On funding for the project, Aniagwu disclosed that N8 billion has been sourced from the Central Bank of Nigeria (CBN) while the project partners are coming on board with their resources to develop the park.”
For Eboh, “The project, when completed, will help to diversify the economy, generate employment for the youths, be a haven for investors, ensure food security, enhance incomes and the earning power of existing farmers and make agriculture more attractive to our people.”
While the world awaits the dawn of full operations at the agro-park, there is need for an efficient cargo terminal at the Asaba Airport to facilitate the export of the agro and allied products to foreign markets and complete the added value chain meant to boost the State’s economy and agro business in particular.
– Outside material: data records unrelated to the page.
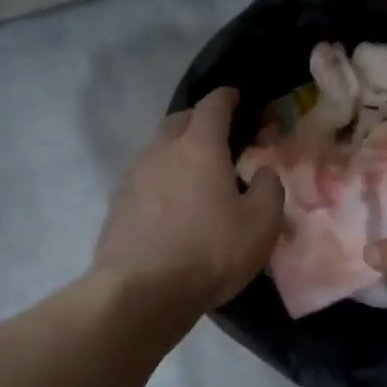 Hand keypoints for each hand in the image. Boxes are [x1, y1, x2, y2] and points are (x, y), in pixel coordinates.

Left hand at [94, 88, 283, 316]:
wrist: (142, 291)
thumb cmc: (211, 250)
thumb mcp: (262, 222)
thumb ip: (269, 188)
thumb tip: (262, 171)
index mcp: (199, 147)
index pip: (213, 106)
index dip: (227, 97)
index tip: (237, 95)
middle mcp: (161, 151)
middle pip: (180, 120)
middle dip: (200, 120)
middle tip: (221, 134)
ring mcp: (133, 176)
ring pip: (158, 148)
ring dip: (178, 150)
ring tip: (197, 171)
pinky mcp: (118, 204)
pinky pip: (145, 177)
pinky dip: (162, 178)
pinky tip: (173, 202) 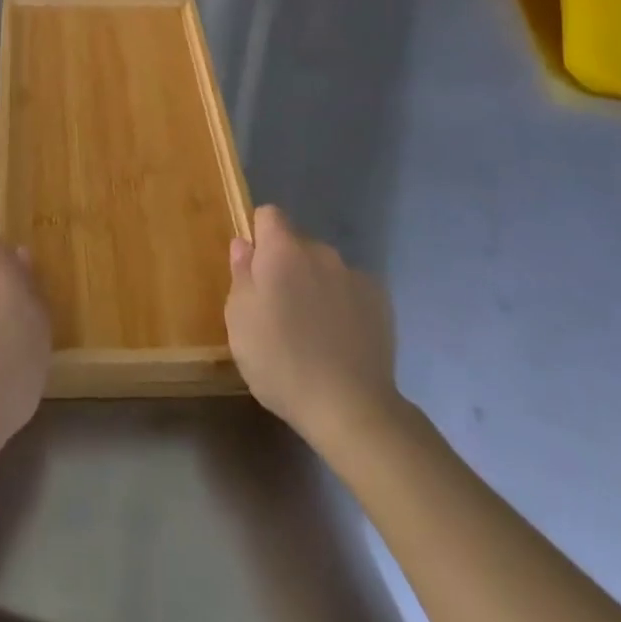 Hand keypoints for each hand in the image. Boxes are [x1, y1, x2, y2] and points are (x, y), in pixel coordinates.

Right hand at [225, 206, 404, 456]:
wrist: (350, 407)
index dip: (258, 236)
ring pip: (325, 269)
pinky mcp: (380, 303)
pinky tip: (338, 341)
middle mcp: (321, 252)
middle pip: (297, 244)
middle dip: (286, 265)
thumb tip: (243, 244)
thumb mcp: (240, 319)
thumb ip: (241, 274)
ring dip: (314, 285)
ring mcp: (355, 276)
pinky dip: (342, 305)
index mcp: (282, 250)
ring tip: (310, 330)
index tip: (253, 270)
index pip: (268, 215)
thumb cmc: (279, 360)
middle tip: (277, 309)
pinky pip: (351, 291) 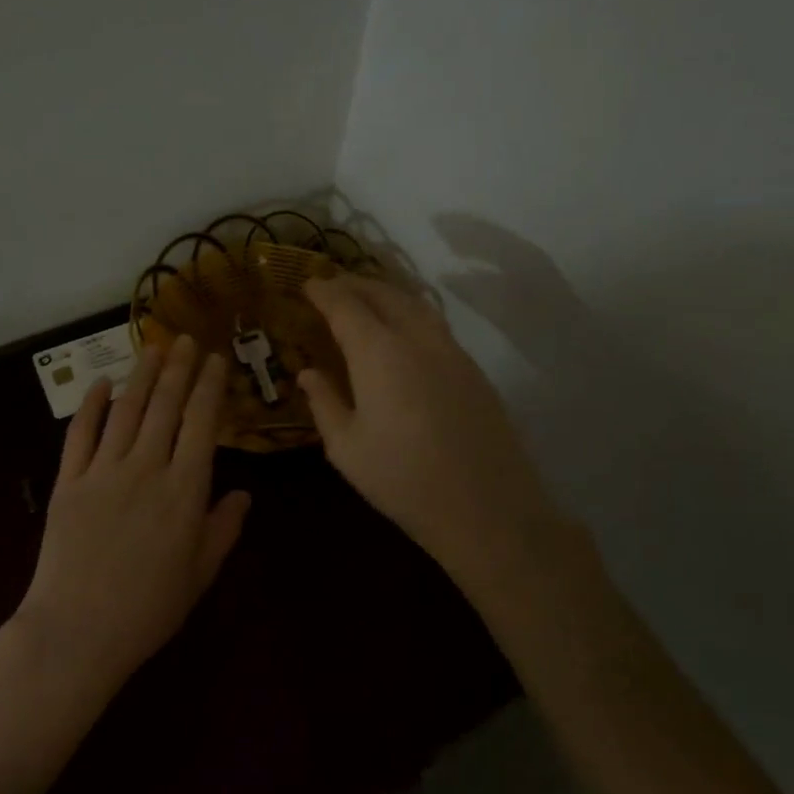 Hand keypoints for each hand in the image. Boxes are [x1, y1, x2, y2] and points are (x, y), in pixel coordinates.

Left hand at [12, 335, 250, 694]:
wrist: (78, 631)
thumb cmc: (148, 609)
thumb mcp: (200, 574)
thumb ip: (223, 529)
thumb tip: (244, 494)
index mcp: (184, 490)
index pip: (202, 423)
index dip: (209, 387)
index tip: (215, 360)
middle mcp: (146, 468)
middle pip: (165, 406)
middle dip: (178, 369)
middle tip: (186, 339)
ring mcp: (103, 471)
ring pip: (126, 410)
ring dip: (141, 376)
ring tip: (153, 349)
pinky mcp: (69, 481)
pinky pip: (80, 434)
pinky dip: (90, 405)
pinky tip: (100, 384)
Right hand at [299, 274, 565, 590]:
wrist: (487, 510)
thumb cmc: (403, 480)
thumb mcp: (346, 448)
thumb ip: (324, 402)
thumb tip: (308, 373)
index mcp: (379, 353)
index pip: (346, 305)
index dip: (324, 291)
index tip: (306, 284)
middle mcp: (417, 339)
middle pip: (383, 294)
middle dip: (354, 284)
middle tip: (331, 286)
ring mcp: (452, 351)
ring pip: (415, 304)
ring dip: (385, 293)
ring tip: (364, 299)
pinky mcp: (473, 369)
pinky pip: (434, 324)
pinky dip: (409, 312)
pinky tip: (401, 330) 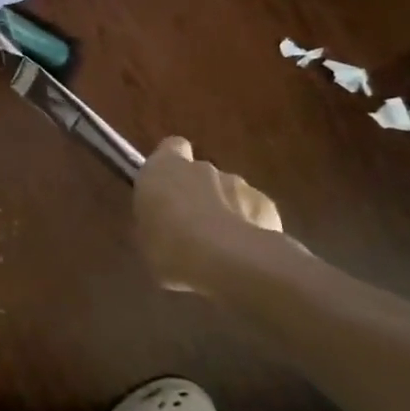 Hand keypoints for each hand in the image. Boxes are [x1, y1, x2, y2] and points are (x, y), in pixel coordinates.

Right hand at [134, 136, 285, 296]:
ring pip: (230, 193)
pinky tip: (245, 254)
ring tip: (220, 248)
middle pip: (202, 173)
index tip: (168, 188)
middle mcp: (202, 168)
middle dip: (199, 194)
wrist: (224, 263)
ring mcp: (238, 184)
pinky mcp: (266, 206)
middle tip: (191, 229)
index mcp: (165, 168)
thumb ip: (155, 218)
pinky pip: (254, 212)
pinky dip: (250, 227)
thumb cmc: (168, 247)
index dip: (172, 165)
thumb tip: (160, 224)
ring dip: (225, 212)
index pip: (172, 147)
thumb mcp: (143, 236) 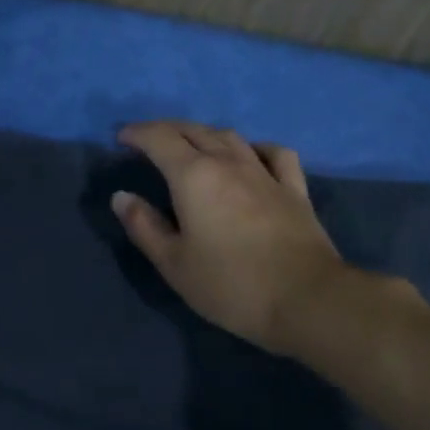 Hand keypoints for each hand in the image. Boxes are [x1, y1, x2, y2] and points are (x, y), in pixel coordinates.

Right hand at [112, 121, 343, 357]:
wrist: (307, 300)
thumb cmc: (231, 284)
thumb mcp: (174, 263)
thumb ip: (144, 226)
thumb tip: (122, 196)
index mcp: (193, 176)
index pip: (160, 139)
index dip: (138, 133)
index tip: (122, 137)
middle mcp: (228, 163)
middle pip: (193, 130)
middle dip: (166, 129)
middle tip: (148, 139)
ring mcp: (265, 173)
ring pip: (230, 137)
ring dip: (204, 133)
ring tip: (191, 143)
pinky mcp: (294, 190)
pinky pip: (274, 153)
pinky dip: (255, 147)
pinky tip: (251, 155) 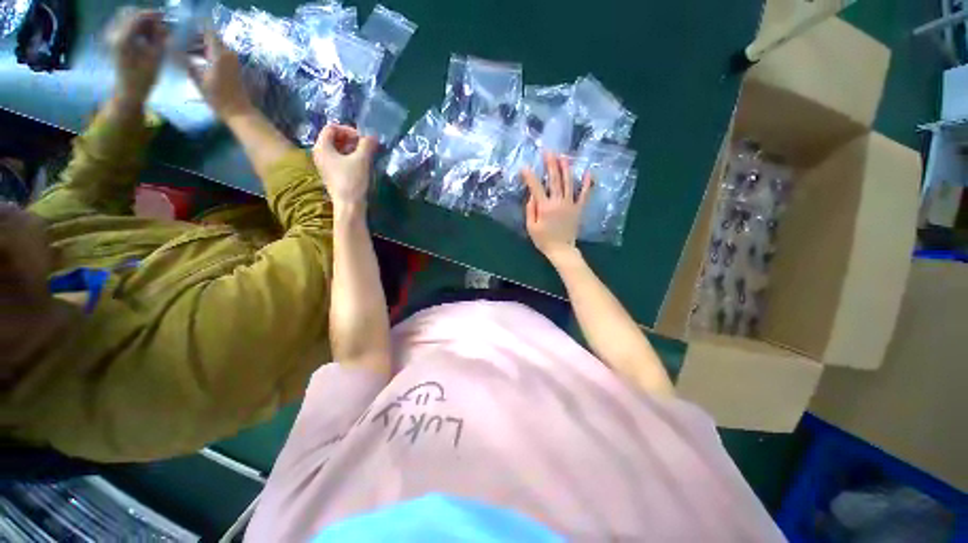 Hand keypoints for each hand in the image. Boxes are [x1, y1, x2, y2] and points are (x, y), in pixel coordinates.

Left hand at [106, 8, 168, 105]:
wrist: (128, 91)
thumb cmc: (144, 78)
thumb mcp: (156, 57)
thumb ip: (159, 37)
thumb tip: (162, 24)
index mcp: (123, 38)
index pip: (137, 16)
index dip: (152, 14)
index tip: (165, 17)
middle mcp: (114, 34)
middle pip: (129, 14)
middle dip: (145, 17)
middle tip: (159, 24)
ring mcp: (112, 37)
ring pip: (127, 19)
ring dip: (141, 22)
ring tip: (154, 32)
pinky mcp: (113, 41)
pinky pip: (124, 26)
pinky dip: (136, 28)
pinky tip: (145, 36)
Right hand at [184, 31, 253, 119]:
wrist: (238, 110)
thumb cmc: (217, 96)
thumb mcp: (199, 79)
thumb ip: (189, 63)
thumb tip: (178, 53)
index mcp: (220, 54)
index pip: (208, 33)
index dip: (195, 31)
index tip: (183, 34)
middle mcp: (228, 54)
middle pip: (211, 40)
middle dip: (196, 40)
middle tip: (182, 45)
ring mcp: (233, 61)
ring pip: (215, 47)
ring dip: (202, 48)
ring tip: (186, 53)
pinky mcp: (234, 68)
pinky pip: (220, 56)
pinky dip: (209, 55)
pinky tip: (197, 61)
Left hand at [313, 125, 377, 209]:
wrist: (349, 206)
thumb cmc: (352, 181)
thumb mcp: (361, 160)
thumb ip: (367, 144)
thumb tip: (373, 135)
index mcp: (322, 147)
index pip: (332, 128)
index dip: (348, 129)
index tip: (363, 138)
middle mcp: (319, 154)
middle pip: (333, 138)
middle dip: (350, 139)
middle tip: (365, 145)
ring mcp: (324, 165)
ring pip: (337, 149)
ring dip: (351, 148)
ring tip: (365, 154)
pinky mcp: (331, 175)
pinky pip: (338, 159)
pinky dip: (349, 157)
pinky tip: (361, 164)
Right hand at [521, 153, 592, 264]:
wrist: (561, 250)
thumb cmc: (543, 240)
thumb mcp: (531, 227)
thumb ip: (530, 210)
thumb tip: (532, 195)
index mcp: (545, 207)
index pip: (536, 187)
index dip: (530, 177)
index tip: (525, 167)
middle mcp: (558, 202)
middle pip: (554, 180)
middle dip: (550, 164)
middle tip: (548, 152)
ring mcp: (570, 204)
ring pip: (569, 183)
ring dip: (566, 168)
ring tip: (563, 156)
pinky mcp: (579, 208)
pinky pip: (584, 194)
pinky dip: (587, 183)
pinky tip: (588, 172) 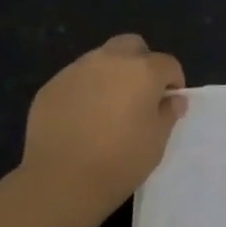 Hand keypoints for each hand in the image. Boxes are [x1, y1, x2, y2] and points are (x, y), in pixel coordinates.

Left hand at [21, 34, 186, 216]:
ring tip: (107, 107)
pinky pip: (76, 79)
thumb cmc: (120, 161)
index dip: (173, 81)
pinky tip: (81, 118)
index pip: (168, 63)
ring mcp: (77, 70)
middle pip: (132, 45)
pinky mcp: (52, 85)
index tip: (169, 102)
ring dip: (111, 74)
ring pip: (101, 59)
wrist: (61, 180)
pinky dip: (85, 90)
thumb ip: (168, 113)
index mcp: (143, 70)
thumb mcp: (157, 141)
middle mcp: (110, 60)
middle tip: (139, 93)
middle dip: (141, 62)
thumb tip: (173, 99) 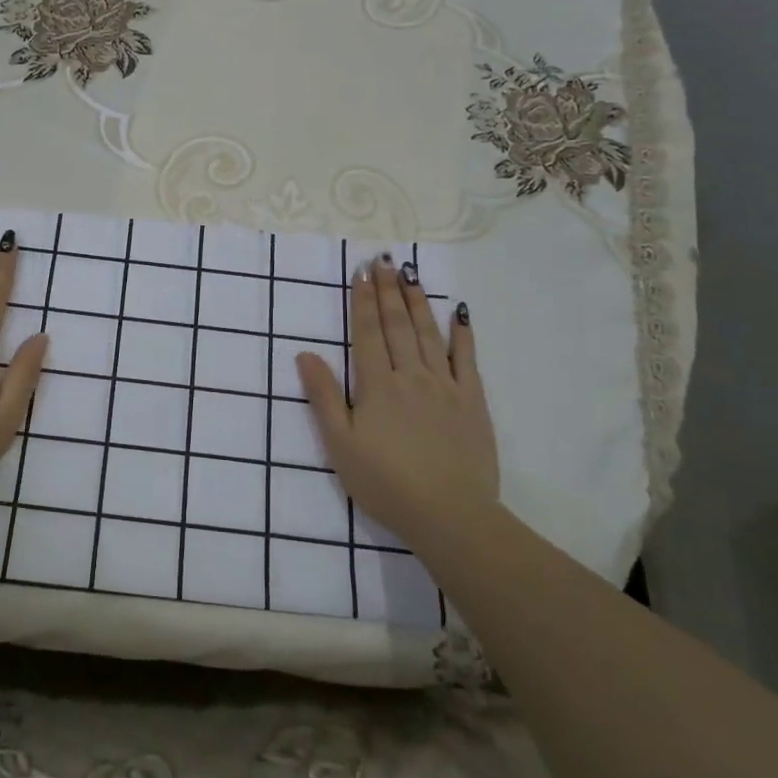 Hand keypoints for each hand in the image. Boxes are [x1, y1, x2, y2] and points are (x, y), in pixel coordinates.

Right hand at [296, 258, 497, 543]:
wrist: (450, 516)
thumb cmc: (386, 483)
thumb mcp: (340, 445)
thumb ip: (324, 396)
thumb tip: (304, 354)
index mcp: (377, 385)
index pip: (368, 333)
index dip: (363, 301)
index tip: (361, 273)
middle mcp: (411, 375)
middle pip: (397, 325)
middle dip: (389, 290)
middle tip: (384, 260)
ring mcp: (445, 386)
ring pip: (428, 333)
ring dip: (417, 300)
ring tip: (411, 273)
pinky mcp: (472, 401)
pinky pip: (466, 358)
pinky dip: (462, 333)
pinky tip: (458, 312) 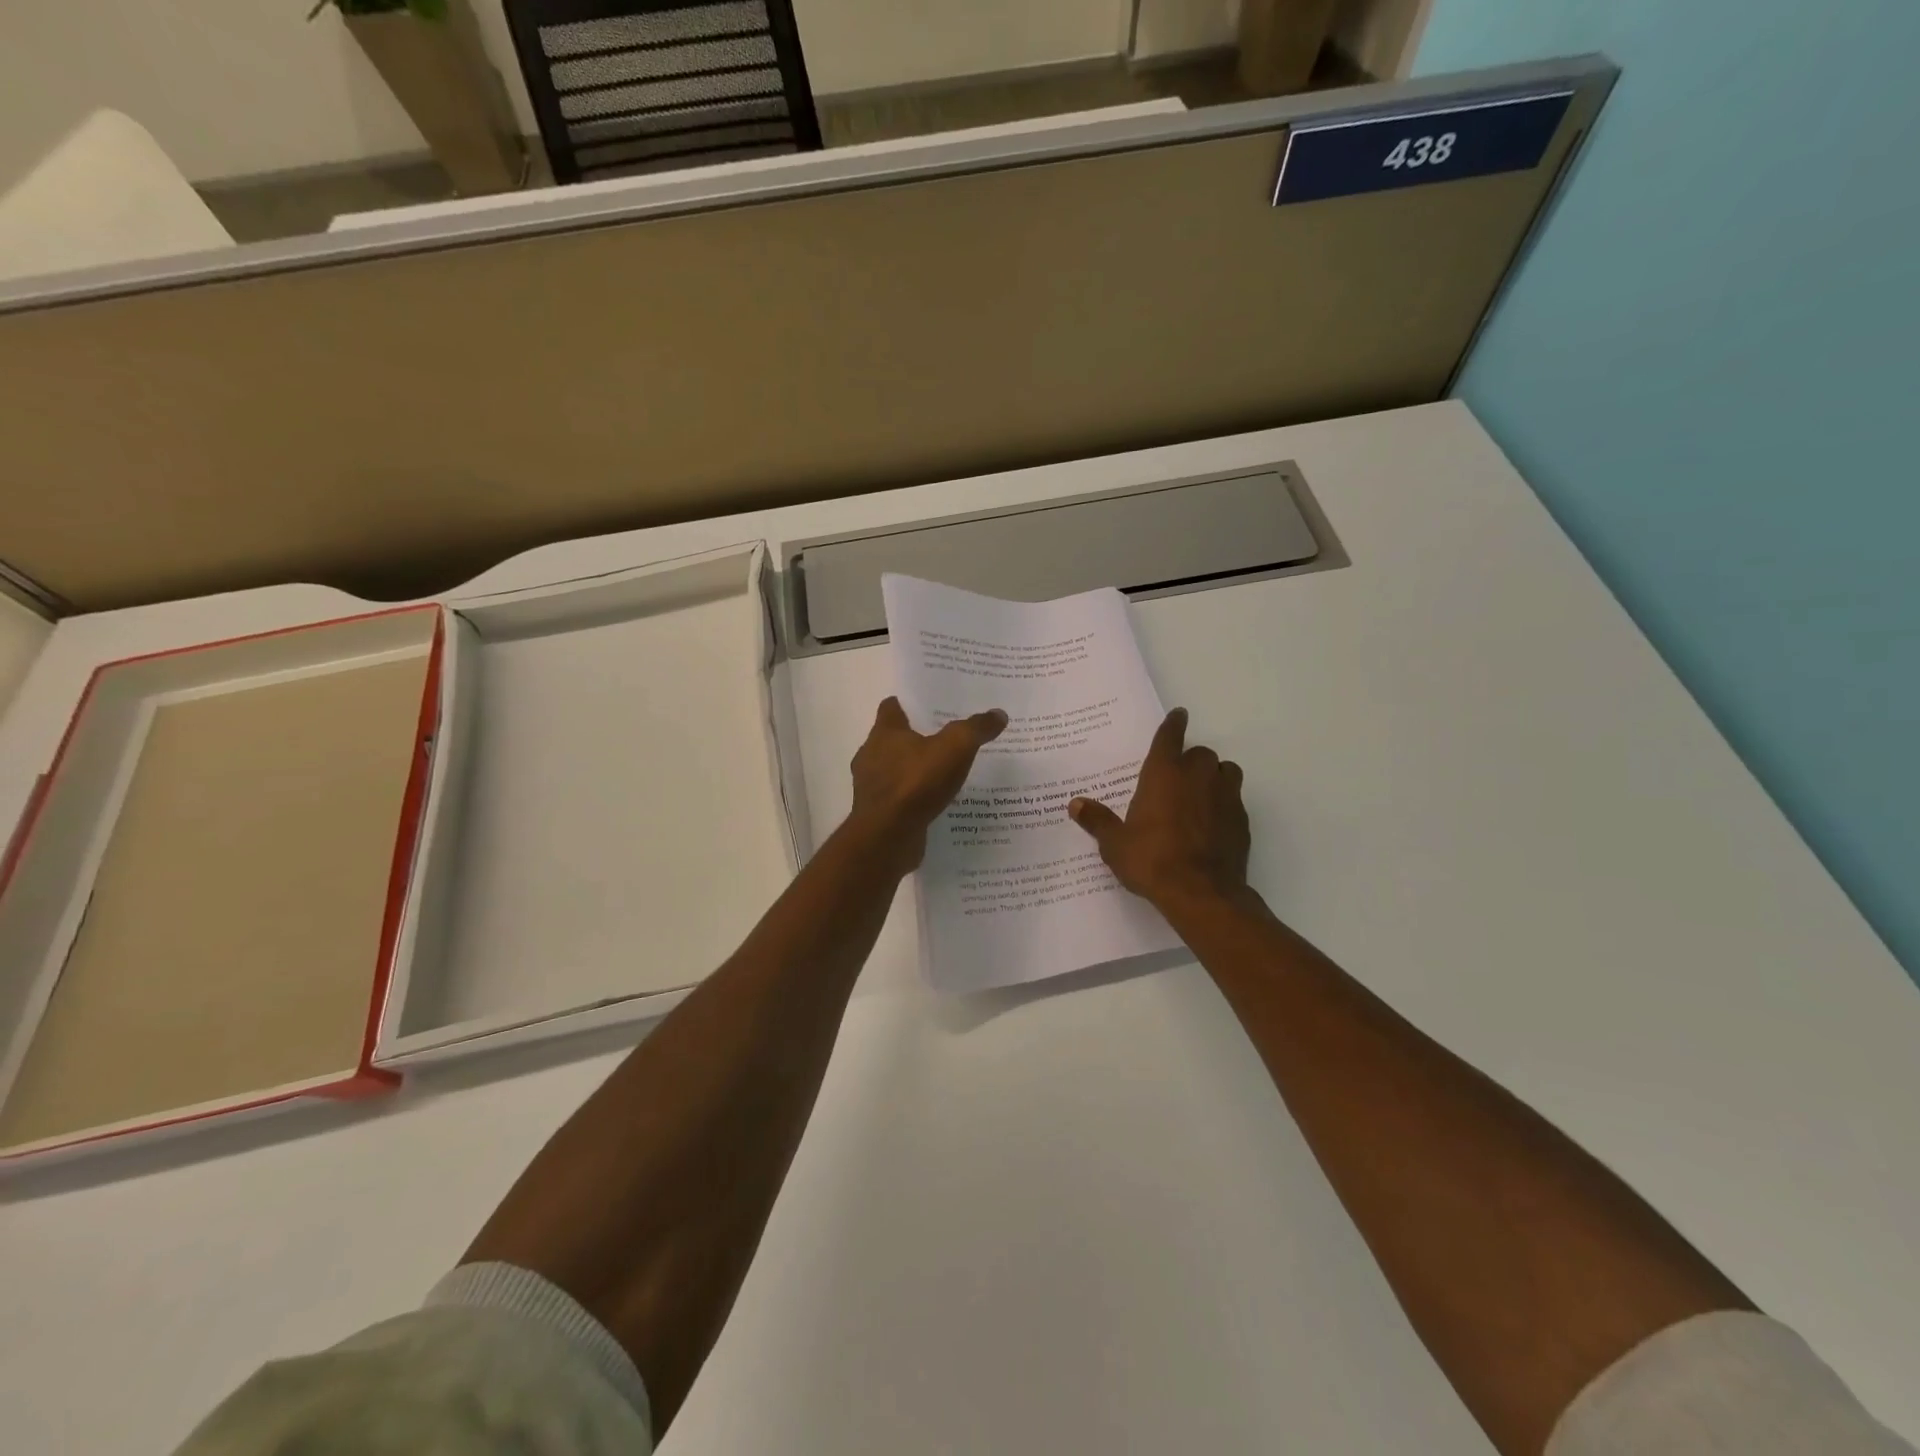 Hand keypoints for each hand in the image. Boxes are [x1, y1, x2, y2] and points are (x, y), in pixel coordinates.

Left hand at [846, 697, 1006, 871]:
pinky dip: (913, 797)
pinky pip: (899, 798)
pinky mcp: (878, 813)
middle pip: (892, 739)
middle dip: (915, 738)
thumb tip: (998, 714)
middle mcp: (871, 755)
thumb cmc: (916, 782)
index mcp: (884, 732)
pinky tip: (935, 802)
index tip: (930, 705)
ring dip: (914, 770)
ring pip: (894, 770)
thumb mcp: (956, 748)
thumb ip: (976, 729)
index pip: (891, 707)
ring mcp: (871, 786)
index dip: (909, 704)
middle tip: (946, 738)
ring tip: (944, 773)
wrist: (888, 836)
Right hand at [1067, 707, 1249, 909]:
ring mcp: (1225, 796)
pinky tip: (1212, 822)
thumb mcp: (1115, 844)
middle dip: (1190, 760)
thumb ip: (1097, 821)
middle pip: (1200, 753)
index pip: (1170, 737)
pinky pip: (1234, 800)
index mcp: (1164, 773)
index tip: (1179, 714)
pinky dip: (1224, 803)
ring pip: (1225, 771)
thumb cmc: (1152, 860)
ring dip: (1214, 776)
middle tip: (1177, 777)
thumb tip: (1075, 804)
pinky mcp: (1242, 820)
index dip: (1173, 724)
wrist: (1202, 893)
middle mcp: (1197, 776)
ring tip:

Senator Stella Oduah Ogiemwonyi, while modernising the nation’s aviation sector, especially the outlook of the terminals under the Goodluck Jonathan’s administration, had dreamt of a modern cargo terminal with bias for agro-products.
She had performed the ground-breaking rites for the dream cargo terminal, promising to be back in less than one year for the inauguration ceremony. But that was the evening she was relieved of her duties as Minister of Aviation. That dream, which would transform the economy of Asaba and by extension the state tremendously, still lives.